(飲み屋でのお酒は高揚感もありすぐに酔っぱらってしまい、気付けば閉店間際となっていた)
(慌ててお会計を済ませ店の外へと出ると、再び呼び鈴が鳴ったので不思議に思い後ろを振り返る)
(……)
(彼らは先ほどお酒を飲んでいた時に、ニヤニヤとこちらを眺めていた男性集団だ)
(気の利いた店員がガードしてくれていたおかげで声を掛けられることはなかったけれど、外では誰も助けてはくれないだろう)

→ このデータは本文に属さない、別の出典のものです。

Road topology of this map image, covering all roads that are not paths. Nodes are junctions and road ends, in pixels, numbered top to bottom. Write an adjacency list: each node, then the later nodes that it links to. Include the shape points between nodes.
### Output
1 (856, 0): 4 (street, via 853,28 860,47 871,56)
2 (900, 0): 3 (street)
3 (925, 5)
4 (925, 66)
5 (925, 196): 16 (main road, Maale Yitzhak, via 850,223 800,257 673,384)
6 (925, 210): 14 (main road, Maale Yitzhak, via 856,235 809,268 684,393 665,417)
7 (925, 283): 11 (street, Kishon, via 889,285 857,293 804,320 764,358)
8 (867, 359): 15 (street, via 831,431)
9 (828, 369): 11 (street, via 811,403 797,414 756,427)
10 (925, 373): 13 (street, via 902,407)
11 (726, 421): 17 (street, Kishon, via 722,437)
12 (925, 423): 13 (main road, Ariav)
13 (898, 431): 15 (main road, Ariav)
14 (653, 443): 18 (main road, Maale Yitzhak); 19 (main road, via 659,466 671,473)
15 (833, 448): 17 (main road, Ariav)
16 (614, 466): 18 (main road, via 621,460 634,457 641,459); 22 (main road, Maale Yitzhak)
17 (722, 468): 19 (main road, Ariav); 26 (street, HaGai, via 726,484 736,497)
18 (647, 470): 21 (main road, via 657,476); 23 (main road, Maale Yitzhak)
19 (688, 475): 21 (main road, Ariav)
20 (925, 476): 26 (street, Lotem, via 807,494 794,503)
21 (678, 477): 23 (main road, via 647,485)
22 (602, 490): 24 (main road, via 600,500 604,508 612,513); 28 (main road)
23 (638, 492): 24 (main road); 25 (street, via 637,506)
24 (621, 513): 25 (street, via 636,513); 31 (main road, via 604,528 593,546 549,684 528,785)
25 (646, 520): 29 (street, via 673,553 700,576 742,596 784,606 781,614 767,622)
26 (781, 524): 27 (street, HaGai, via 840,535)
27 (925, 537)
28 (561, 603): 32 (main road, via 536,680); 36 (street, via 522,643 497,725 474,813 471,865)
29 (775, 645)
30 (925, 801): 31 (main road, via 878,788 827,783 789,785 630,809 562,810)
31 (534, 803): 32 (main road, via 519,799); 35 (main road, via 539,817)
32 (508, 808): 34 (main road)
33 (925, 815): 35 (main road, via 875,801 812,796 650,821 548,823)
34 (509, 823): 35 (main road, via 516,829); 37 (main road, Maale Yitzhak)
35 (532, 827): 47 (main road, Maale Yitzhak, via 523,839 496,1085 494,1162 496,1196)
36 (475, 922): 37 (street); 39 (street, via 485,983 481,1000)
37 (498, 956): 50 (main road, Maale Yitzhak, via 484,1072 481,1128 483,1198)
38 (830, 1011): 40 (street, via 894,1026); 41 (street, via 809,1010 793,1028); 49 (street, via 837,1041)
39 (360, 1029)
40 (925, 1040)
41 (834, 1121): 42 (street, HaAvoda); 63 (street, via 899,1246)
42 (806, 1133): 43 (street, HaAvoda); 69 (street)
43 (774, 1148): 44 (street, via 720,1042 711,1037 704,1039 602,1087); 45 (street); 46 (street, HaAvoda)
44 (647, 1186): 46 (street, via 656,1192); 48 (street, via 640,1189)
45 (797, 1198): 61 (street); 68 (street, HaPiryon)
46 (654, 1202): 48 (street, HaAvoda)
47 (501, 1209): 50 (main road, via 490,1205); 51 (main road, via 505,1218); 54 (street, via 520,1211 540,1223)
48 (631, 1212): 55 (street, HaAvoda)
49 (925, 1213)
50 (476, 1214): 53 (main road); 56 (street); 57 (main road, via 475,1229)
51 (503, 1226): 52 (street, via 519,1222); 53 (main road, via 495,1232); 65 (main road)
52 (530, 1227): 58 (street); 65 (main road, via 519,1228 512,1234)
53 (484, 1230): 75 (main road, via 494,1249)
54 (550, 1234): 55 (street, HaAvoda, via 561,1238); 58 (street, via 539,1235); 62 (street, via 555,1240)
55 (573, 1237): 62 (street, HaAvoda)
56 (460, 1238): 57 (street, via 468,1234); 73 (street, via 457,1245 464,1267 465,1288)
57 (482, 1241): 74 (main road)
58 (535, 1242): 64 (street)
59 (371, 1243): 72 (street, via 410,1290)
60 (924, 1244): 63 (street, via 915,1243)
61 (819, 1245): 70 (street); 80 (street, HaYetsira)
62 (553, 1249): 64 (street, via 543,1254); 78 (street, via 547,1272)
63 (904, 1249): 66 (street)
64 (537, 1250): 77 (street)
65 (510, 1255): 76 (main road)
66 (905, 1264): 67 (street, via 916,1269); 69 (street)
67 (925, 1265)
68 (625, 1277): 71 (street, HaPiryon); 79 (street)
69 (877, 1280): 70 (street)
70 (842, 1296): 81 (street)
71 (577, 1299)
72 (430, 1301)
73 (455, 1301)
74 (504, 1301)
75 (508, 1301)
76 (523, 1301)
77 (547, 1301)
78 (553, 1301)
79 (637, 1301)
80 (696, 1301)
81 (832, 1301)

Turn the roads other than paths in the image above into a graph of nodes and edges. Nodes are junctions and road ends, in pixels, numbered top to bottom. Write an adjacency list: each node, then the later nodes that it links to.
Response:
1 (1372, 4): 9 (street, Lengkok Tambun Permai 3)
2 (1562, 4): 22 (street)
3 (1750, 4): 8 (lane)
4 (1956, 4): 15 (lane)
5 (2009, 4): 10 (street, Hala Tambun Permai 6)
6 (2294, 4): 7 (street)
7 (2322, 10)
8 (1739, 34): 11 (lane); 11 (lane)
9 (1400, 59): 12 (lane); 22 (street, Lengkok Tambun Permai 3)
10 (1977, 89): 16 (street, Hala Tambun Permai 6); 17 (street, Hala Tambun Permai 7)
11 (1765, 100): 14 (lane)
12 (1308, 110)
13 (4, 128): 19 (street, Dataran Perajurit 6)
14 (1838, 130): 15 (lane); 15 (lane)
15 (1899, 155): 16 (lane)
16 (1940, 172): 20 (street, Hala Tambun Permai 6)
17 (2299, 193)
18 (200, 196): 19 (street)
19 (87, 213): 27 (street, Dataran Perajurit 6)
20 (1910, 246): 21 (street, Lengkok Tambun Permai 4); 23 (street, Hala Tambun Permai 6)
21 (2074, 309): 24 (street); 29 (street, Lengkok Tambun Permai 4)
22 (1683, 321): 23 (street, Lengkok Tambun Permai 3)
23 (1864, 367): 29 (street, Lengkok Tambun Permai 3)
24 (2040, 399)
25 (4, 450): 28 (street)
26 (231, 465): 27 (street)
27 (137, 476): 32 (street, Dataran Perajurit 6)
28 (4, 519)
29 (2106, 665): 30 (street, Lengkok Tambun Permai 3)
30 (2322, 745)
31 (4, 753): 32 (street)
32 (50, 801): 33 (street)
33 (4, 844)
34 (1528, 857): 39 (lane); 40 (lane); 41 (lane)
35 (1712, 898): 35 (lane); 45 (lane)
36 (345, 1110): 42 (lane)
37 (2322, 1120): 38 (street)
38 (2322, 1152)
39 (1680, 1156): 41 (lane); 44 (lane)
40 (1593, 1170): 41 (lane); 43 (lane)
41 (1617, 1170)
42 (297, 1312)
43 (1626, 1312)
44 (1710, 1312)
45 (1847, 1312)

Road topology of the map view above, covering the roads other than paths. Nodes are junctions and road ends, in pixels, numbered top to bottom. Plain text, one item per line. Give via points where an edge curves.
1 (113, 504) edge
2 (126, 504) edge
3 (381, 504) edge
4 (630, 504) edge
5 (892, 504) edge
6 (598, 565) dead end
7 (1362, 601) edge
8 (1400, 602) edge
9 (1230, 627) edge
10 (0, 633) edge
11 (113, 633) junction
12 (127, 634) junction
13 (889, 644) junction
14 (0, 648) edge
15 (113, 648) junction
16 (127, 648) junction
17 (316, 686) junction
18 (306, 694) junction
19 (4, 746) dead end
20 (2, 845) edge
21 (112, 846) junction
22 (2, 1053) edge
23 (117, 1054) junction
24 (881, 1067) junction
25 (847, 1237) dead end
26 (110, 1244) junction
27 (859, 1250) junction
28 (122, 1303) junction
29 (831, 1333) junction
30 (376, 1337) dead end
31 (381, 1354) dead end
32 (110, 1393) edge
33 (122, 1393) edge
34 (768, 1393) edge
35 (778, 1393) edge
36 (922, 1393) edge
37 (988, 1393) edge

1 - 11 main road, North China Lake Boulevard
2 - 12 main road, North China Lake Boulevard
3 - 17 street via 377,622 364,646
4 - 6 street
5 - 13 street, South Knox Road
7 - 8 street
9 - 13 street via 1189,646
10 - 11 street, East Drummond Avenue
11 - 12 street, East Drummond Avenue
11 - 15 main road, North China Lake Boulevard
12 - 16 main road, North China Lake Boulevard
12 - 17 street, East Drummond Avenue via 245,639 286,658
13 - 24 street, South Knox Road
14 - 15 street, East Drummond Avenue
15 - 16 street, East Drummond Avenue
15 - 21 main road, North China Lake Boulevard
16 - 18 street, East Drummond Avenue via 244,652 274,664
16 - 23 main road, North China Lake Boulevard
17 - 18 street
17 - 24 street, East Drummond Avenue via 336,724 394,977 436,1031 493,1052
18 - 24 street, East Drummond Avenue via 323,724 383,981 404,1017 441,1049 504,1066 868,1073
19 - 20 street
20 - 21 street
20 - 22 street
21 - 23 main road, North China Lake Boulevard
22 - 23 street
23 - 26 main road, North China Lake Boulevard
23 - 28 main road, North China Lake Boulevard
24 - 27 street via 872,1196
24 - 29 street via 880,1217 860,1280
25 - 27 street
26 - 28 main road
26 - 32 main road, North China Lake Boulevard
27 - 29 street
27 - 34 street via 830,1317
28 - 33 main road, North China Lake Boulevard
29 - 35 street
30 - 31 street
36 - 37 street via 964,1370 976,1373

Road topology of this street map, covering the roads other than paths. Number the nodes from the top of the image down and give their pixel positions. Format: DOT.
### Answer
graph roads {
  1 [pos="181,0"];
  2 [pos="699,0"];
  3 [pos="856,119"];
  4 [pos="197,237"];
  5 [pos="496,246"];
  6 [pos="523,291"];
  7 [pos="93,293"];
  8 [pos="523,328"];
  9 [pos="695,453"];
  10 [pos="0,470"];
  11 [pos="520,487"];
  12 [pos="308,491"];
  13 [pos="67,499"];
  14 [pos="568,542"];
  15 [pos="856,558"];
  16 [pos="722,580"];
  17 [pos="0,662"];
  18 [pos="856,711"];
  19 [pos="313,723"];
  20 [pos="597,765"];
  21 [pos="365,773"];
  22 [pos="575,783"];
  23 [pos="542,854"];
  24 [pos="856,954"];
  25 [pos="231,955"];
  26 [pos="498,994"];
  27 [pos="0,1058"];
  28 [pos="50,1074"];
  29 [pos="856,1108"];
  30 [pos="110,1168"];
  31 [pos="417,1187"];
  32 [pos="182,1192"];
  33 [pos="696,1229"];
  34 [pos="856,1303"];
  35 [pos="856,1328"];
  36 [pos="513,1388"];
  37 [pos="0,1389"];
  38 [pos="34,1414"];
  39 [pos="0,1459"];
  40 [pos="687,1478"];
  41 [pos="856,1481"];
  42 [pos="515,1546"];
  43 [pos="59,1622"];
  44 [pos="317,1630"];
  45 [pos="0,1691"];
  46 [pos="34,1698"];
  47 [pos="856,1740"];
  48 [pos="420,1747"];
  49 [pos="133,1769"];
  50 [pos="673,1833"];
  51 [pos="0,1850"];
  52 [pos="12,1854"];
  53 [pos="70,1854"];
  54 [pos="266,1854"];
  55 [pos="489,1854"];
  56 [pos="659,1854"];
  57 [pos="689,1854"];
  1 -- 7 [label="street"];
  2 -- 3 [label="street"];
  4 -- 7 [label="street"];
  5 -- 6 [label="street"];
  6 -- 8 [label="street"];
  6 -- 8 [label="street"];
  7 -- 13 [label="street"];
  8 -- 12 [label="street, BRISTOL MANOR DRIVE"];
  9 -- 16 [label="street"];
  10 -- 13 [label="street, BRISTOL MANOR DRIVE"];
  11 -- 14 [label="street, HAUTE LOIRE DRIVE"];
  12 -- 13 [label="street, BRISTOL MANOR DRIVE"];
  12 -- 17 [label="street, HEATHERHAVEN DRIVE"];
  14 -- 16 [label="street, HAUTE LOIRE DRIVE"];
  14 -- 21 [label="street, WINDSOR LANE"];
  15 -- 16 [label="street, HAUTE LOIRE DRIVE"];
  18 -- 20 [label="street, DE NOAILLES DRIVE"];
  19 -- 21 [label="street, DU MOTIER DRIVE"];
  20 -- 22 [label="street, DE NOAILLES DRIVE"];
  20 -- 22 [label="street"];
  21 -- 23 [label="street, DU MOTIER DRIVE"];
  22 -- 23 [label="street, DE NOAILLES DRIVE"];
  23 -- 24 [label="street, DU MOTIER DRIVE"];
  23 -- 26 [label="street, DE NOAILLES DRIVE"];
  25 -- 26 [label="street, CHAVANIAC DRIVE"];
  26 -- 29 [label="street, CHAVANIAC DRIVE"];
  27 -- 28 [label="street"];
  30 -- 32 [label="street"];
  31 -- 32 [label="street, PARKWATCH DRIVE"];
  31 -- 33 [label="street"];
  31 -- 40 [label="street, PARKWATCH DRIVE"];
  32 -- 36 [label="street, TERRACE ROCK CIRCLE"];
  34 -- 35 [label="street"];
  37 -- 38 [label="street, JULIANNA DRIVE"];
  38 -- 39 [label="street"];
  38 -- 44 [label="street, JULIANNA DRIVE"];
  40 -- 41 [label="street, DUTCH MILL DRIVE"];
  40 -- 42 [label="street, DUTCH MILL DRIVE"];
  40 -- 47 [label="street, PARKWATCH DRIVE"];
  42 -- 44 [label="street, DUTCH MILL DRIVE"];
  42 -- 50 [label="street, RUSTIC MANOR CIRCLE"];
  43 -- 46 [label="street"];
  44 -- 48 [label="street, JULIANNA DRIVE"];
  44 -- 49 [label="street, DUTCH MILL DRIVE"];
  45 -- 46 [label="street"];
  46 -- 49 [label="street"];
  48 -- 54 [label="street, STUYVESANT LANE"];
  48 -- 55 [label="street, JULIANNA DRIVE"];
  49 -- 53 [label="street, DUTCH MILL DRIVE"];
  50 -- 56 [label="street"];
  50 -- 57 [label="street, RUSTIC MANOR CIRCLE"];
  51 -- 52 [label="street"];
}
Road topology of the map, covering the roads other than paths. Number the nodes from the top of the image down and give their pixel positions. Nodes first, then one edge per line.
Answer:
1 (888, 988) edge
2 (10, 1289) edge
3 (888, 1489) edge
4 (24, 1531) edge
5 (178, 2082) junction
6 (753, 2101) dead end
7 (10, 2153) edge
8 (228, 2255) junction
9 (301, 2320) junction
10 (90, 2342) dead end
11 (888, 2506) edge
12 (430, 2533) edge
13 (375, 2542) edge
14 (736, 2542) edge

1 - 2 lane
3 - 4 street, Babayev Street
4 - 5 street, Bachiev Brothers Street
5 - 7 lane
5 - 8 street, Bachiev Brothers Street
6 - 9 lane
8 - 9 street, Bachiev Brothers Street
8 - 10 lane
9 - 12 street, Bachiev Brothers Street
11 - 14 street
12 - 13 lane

(自意識過剰かなと思いながらも家路を急ぐと、無言の彼らは一定の距離を保ちつつ後をつけてきた)
(このまま館へと向かえば、途中から妖気のない道を通らざるを得ない)
(かといって遠回りできるほどの土地勘もなく、逃げ切るほどの体力もない)
(飲み屋街とはいえほとんどの店が閉まっており、駆け込むことすら選択肢から除外される)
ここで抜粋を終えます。